From the perspective of a developer the 360’s CPU’s biggest advantage is that all 3 of the 360’s cores are identical, all run from the same memory pool and they’re synchronized, in addition to being cache coherent. You can just create an extra thread right in your program and have it do some work. This allows the developer to create very nice structures so if you know how to get the best possible performance out of one core you know how to get the best possible performance out of all 3 because they operate in perfect synch.
Each core on the 360’s processor is capable of performing 2 threads each (Think of it as similar to hyper threading), so the 360’s CPU is capable of handling 6 simultaneous running threads at once. This brings me to a very important advantage for the PS3’s Cell CPU, its concurrency. While the 360 CPU may be able to handle 6 processor threads simultaneously it still only has 3 physical CPU cores so every 2 threads must share processing power on a single core. Whereas with the PS3, it has 1 PPE and 6 SPE for games, which are like extra physical processors). If each of the PS3’s 6 SPE used for games are working on a specific task such as collision, cloth physics, animation, water surface simulation or particles, they wouldn’t need to worry about processing power being taken away from another part of the game because the SPE don’t share processing power.
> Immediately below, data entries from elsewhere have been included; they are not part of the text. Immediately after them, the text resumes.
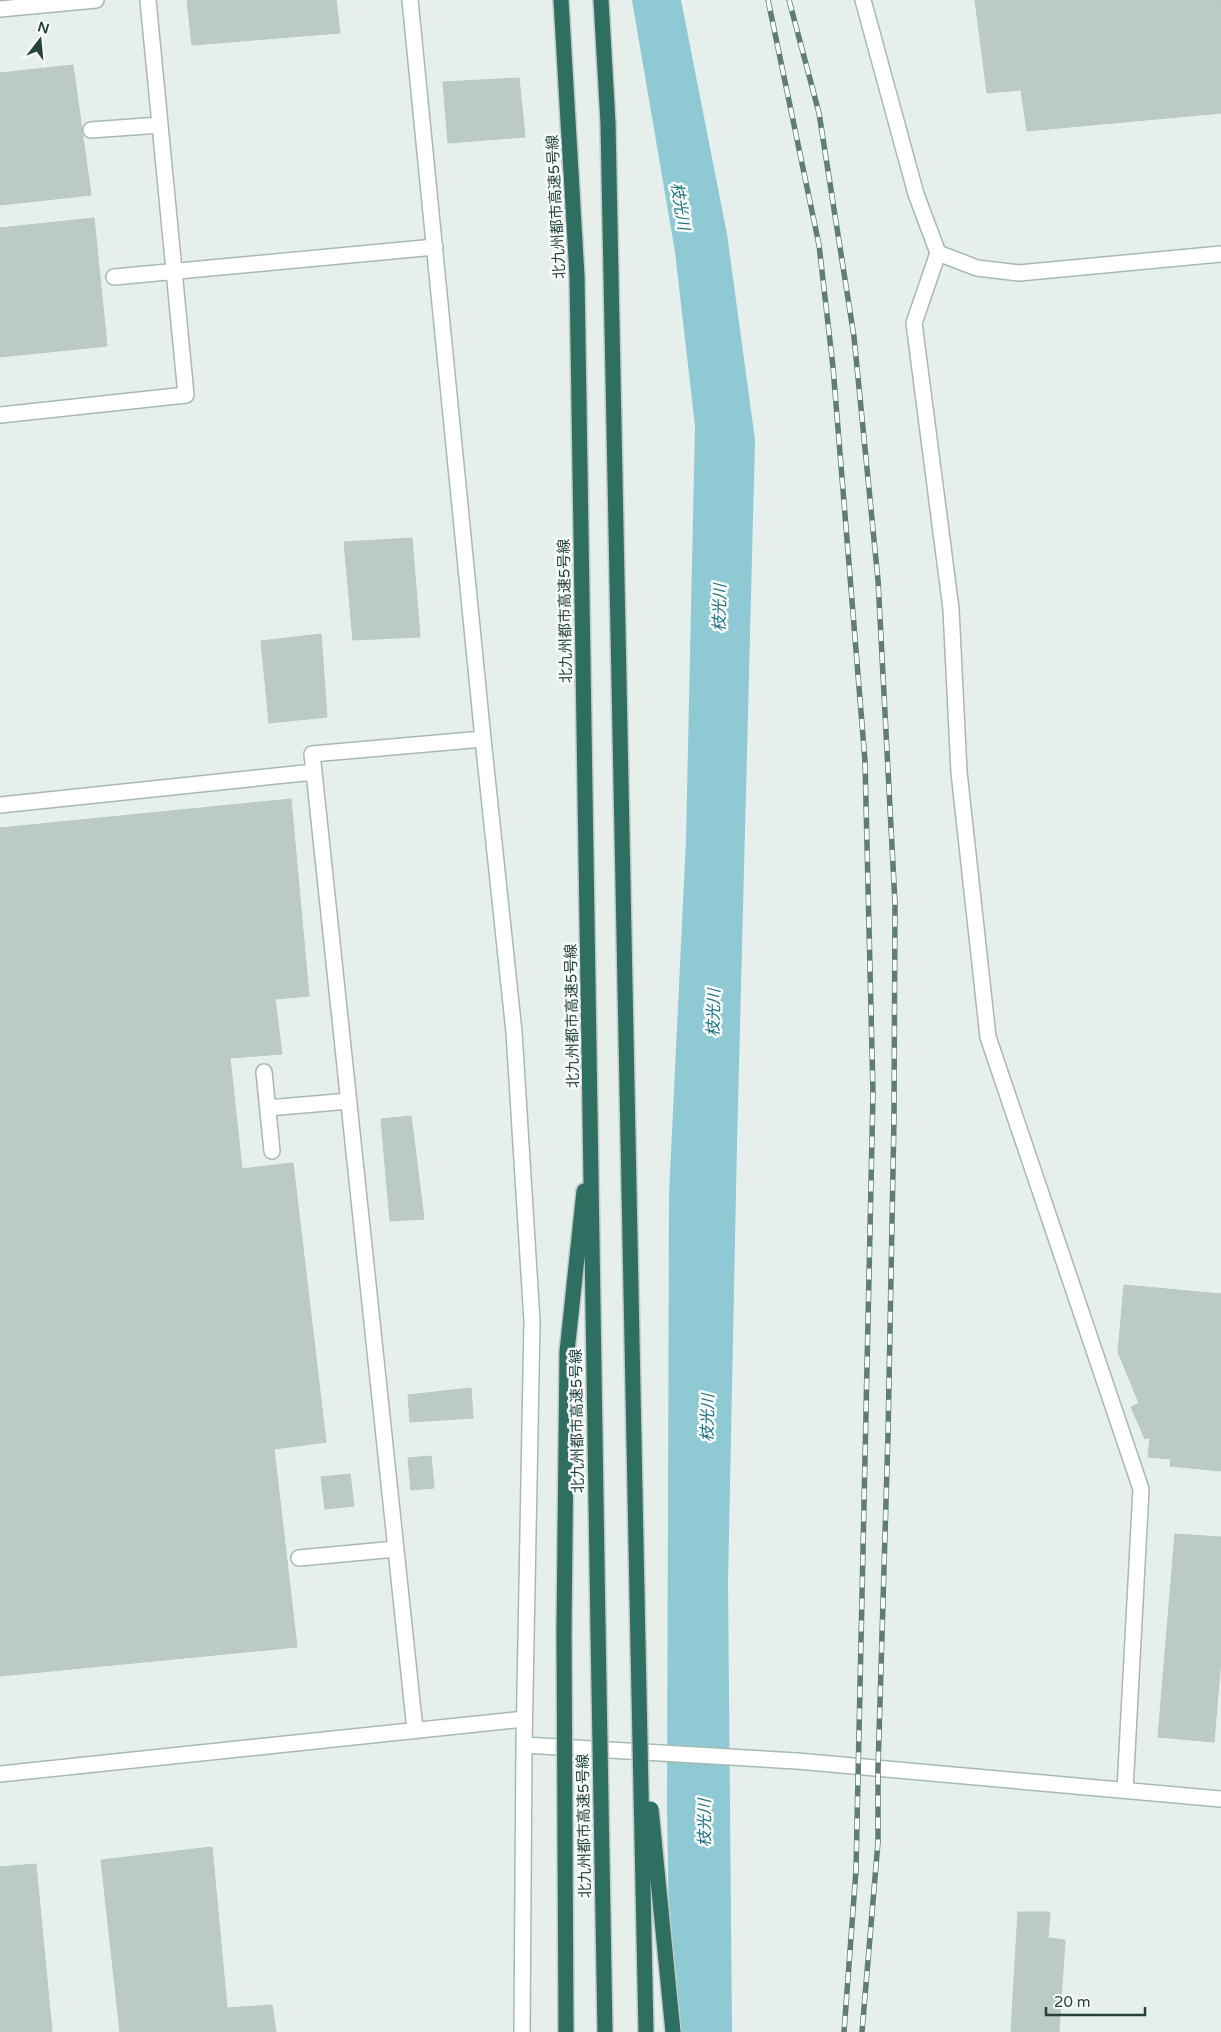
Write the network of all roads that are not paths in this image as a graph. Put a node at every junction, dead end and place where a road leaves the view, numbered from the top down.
1 (96, 0) edge
2 (148, 0) edge
3 (410, 0) edge
4 (562, 0) edge
5 (601, 0) edge
6 (863, 0) edge
7 (0, 9) edge
8 (160, 125) junction
9 (91, 130) dead end
10 (435, 246) junction
11 (938, 253) junction
12 (1221, 254) edge
13 (173, 272) junction
14 (114, 277) dead end
15 (0, 415) edge
16 (483, 739) junction
17 (314, 772) junction
18 (0, 805) edge
19 (264, 1072) dead end
20 (349, 1101) junction
21 (268, 1108) junction
22 (591, 1123) junction
23 (272, 1151) dead end
24 (396, 1549) junction
25 (299, 1558) dead end
26 (640, 1700) junction
27 (524, 1719) junction
28 (415, 1730) junction
29 (524, 1745) junction
30 (0, 1774) edge
31 (1125, 1790) junction
32 (1221, 1799) edge
33 (522, 2032) edge
34 (566, 2032) edge
35 (605, 2032) edge
36 (646, 2032) edge
37 (673, 2032) edge

1 - 7 street
2 - 8 street
3 - 10 street
4 - 22 highway, 北九州都市高速5号線
5 - 26 highway, bridge
6 - 11 street
8 - 9 street
8 - 13 street
10 - 13 street
10 - 16 street
11 - 12 street
11 - 31 street
13 - 14 street
13 - 15 street
16 - 17 street
16 - 27 street
17 - 18 street
17 - 20 street
19 - 21 street
20 - 21 street
20 - 24 street
21 - 23 street
22 - 34 highway, bridge
22 - 35 highway, 北九州都市高速5号線, bridge
24 - 25 street
24 - 28 street
26 - 36 highway, bridge
26 - 37 highway, bridge
27 - 28 street
27 - 29 street
28 - 30 street
29 - 31 street
29 - 33 street
31 - 32 street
The only cause for concern would be the 512KB L2 cache being shared by 7 simultaneous running SPE and a PPE, but that’s what developers are for; they work around things like this. In practice, this should allow PS3 games to potentially have more things going on at once than 360 games. Ignoring the difficulties of programming for the PS3 CPU, it should be known that the PS3’s CPU is very good when it comes to vertex-related operations because the PS3’s CPU handles graphics code better than the 360’s CPU. It is also possible that through good parallelism of physics code on the SPE that physics code could also run better on the PS3 CPU due to the concurrency advantage.
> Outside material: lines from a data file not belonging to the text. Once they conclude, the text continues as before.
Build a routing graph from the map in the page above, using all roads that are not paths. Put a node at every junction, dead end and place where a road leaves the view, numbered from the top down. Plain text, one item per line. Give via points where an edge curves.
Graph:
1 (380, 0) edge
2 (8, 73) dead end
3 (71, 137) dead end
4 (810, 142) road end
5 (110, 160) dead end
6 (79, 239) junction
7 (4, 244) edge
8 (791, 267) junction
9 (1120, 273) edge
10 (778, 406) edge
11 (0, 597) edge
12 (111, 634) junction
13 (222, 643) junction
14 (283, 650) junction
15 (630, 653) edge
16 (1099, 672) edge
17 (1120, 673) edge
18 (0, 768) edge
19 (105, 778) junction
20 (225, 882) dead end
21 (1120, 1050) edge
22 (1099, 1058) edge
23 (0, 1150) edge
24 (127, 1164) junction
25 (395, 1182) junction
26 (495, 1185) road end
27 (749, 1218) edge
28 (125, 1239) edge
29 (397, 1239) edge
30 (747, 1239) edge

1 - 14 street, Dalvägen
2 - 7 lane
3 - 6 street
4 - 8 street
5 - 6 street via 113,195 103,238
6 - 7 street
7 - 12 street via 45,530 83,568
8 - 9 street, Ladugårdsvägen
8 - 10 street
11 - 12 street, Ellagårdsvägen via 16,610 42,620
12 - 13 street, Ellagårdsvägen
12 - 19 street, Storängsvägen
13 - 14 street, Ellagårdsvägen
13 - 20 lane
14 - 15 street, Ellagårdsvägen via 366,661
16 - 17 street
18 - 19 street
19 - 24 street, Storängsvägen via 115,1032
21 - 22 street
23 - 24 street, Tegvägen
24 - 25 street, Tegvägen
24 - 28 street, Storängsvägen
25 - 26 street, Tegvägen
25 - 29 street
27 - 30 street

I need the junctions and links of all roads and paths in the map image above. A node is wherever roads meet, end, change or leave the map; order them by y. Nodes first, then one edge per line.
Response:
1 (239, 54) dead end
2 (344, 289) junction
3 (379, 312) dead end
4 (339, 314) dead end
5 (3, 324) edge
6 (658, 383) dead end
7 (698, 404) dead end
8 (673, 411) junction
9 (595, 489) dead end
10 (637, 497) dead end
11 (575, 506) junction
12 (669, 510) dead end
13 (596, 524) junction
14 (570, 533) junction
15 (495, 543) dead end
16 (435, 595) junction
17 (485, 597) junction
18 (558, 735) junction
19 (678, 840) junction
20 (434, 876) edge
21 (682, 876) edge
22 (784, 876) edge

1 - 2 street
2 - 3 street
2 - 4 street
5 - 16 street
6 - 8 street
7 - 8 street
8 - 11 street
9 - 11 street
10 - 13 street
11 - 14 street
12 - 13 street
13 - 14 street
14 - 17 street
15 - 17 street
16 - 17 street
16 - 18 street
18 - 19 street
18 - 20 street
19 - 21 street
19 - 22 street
The 360 CPU however, due to its 3 symmetric General Purpose Cores, is not only much easier to program for than the cell, but having 3 PPE capable of handling things such as AI also means the 360’s CPU will be the better of the 2 CPUs when it comes to AI code. Either way we can look forward to great things from both CPUs in the future.
Before I end off, I’d like to point out a game that in my opinion, from a technical standpoint, is one the most brilliant uses of the PS3’s CPU. All things considered, such as in-order execution and the other complications of the architecture, Heavenly Sword is quite the standout in nearly every regard: incredible combat animations, awesome group enemy AI, and great physics. At the very least this is what I gathered from seeing videos of the E3 demo; it’s a reminder that regardless of the challenges, there are developers that are up to the challenge and its only going to get better with time.